A precificação de produtos no varejo é uma das informações impessoais mais importantes na decisão de compra por parte do consumidor. A não existência de preços nos produtos, além de diminuir as vendas, ainda envia mensagens negativas para os clientes, tais como: empresa desorganizada e sem profissionalismo; antiquada; desonesta e careira. Portanto, precificar os produtos e fazê-lo de forma adequada, além de aumentar as vendas também é positivo para usa imagem. As chamadas vendas de impulso são muito influenciadas pelos cartazes de preço.

Produtos sem preços ou com preços de difícil percepção são seriamente prejudicados no seu desempenho de vendas. A maioria dos clientes não gosta de ficar perguntando os preços das mercadorias, pois têm a sensação de que estão incomodando, são ignorantes ou possam parecer que não têm dinheiro suficiente para comprar aqueles produtos.

A missão do varejo entre muitas é facilitar a vida do cliente dentro da loja: oferecer conveniência; rapidez no processo de compra; comodidade e valorização dos seus recursos.ao dificultar a percepção dos preços dos produtos por parte dos consumidores, o varejista está na contramão das boas práticas varejistas.

Cartazes de preços adequados facilitam muito o dia-a-dia dos varejistas, pois agilizam o processo de precificação e a divulgação de ofertas, ajudam na sua padronização de ofertas, ajudam na sua padronização e de tabela melhoram a rentabilidade da loja. Esses fatores por si só já seriam suficientes para um bom sistema de cartazeamento. Entretanto, talvez mais importante do que tudo isso, seja a imagem positiva da loja perante os consumidores, pois isso refletirá e influenciará em todas as decisões futuras de compra daquele cliente em particular.

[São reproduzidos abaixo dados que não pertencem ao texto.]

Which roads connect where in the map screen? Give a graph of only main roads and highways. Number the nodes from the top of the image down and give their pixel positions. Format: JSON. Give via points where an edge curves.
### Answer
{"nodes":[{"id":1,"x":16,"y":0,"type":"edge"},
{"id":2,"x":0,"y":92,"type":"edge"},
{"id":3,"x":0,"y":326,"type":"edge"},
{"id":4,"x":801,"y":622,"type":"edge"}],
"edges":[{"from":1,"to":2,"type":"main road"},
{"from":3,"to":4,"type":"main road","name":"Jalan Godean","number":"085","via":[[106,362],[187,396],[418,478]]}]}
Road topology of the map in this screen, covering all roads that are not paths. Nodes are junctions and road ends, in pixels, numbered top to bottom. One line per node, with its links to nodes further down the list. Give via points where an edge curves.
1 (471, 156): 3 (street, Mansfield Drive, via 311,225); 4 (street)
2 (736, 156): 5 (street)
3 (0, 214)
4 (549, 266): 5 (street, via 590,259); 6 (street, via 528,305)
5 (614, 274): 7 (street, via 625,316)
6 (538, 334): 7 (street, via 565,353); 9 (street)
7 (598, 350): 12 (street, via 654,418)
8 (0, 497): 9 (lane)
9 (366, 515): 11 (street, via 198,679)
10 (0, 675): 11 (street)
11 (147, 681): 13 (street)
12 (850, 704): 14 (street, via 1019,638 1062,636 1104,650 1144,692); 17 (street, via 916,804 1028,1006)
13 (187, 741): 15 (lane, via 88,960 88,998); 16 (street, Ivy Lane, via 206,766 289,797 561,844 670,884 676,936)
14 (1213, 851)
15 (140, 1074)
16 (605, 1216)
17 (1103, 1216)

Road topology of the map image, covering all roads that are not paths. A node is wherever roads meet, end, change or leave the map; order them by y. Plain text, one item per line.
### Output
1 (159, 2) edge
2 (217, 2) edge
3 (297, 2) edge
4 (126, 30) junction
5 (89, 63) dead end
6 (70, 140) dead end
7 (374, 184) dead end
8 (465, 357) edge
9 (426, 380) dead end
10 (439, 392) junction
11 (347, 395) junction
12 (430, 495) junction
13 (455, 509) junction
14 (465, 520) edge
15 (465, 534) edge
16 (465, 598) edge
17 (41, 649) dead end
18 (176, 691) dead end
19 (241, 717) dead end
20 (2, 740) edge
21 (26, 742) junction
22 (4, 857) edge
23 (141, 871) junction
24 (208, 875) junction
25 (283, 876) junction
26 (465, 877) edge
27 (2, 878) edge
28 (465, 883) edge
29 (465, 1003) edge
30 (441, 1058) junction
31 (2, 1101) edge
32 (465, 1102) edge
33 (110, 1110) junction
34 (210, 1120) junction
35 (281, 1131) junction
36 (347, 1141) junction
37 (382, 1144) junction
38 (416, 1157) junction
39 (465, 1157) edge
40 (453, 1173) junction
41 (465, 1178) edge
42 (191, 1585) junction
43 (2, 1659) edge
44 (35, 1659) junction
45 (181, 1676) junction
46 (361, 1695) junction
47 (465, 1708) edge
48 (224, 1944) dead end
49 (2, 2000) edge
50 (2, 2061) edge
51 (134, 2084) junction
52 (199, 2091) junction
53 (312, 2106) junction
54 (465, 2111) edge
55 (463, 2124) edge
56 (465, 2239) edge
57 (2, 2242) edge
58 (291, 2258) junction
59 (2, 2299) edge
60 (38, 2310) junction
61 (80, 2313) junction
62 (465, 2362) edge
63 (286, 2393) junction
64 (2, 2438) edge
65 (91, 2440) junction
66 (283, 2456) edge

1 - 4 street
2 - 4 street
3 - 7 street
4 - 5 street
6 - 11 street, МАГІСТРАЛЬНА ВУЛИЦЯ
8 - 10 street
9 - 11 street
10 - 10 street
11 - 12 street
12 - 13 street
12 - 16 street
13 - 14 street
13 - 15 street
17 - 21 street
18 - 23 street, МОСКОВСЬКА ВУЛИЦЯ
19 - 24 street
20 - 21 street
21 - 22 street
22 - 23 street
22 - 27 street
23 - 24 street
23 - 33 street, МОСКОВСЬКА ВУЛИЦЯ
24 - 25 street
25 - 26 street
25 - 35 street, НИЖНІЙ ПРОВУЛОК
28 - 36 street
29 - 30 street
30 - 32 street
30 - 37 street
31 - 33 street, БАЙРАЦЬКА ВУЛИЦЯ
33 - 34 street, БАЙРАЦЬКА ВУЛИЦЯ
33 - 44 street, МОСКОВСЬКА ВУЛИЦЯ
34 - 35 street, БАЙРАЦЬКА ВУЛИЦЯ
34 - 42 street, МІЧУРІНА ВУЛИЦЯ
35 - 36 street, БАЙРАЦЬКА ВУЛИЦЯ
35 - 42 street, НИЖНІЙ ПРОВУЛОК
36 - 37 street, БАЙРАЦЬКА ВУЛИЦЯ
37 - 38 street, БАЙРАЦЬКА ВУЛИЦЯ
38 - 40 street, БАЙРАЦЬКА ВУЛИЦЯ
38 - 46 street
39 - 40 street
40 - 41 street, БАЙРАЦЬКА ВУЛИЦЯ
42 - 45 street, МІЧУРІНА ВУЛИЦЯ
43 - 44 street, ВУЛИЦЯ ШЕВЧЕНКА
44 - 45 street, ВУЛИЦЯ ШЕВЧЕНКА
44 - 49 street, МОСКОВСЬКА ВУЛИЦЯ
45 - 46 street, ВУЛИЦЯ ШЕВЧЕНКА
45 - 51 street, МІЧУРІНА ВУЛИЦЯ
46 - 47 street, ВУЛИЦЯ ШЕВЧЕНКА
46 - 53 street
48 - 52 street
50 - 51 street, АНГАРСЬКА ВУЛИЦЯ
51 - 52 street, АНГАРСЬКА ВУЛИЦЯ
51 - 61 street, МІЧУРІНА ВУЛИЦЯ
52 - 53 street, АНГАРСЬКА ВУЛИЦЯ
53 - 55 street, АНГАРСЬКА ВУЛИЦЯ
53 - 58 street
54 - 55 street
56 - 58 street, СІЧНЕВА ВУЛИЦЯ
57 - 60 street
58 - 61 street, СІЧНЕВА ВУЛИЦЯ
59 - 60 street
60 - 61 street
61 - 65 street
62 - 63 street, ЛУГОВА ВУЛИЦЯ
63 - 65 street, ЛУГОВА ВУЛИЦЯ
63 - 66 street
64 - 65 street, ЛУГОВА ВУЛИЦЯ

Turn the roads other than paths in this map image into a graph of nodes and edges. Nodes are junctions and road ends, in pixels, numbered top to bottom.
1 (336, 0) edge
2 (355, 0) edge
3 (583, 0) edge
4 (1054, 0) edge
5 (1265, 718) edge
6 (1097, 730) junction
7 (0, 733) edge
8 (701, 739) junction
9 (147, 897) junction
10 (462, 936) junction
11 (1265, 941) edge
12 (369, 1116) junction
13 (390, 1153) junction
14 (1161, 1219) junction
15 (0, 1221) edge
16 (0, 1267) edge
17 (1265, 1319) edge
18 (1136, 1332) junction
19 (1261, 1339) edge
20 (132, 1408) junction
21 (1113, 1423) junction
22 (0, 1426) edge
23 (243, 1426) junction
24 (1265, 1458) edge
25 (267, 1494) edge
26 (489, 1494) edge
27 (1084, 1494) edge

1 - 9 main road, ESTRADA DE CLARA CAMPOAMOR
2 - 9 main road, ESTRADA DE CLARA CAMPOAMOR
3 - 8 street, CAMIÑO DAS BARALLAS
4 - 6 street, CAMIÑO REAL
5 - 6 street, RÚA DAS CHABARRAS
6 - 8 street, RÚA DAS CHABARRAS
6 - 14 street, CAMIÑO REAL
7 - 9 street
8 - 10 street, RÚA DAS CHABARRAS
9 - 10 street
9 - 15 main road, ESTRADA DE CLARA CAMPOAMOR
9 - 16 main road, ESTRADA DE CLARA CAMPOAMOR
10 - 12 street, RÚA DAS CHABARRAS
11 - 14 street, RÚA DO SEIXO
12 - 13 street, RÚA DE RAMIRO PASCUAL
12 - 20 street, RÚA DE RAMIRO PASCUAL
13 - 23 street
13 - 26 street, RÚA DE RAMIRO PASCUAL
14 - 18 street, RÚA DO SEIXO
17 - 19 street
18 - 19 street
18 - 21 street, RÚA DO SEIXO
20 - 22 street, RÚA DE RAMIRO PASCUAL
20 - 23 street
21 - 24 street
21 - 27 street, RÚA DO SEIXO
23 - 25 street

Algumas considerações devem ser feitas em relação à decisão do cartazeamento da loja, entre elas destacamos: usar cartazes pré impressos, diminuindo o tempo gasto para confeccionar os cartazes; padronizar os formatos de letras e números; usar três tipos de cores, sendo uma para pré-impressão do cartaz, a outra para a descrição do produto e a última para a colocação do preço propriamente dito; usar quatro tamanhos de cartazes, sendo o maior para as ofertas da semana, do dia ou de uma promoção específica, devendo ser colocados na parte externa da loja; o segundo (50% do tamanho do primeiro) deve ser usado para colocação dentro da loja em pontos específicos como açougue, padaria e rotisseria, quando se referirem a ofertas dessas seções; o terceiro cartaz (50% do tamanho do segundo) deve ser colocado em pontas de gôndolas, ilhas, pilhas, pontos extras, cujo produtos estão sendo ofertados e o quarto cartaz (50% do tamanho do terceiro) pode ser usado diretamente nas gôndolas, balcões ou ilhas de congelados, nos respectivos espaços dos produtos em promoção. É importante não poluir a loja com o excesso de cartazes, pois o impacto, o efeito psicológico e a sensação de vantagens e benefícios dos produtos realmente em ofertas serão diminuídos ou anulados na percepção dos clientes.

Os custos inerentes a um bom sistema de cartazeamento, envolvendo material e mão-de-obra não são baixos, entretanto podem ser compartilhados com outros varejistas, haja vista, que a capacidade de produção de um profissional da área é muito grande para ser absorvida por um único varejista.

Uma loja bem cartazeada ajuda a deixar a loja mais bonita e passa para o consumidor uma série de mensagens positivas, como: loja moderna, gestão profissional; muitas ofertas e promoções; preços baixos e “melhor que o concorrente”. Todos atributos importantes na consecução de objetivos de qualquer atividade empresarial.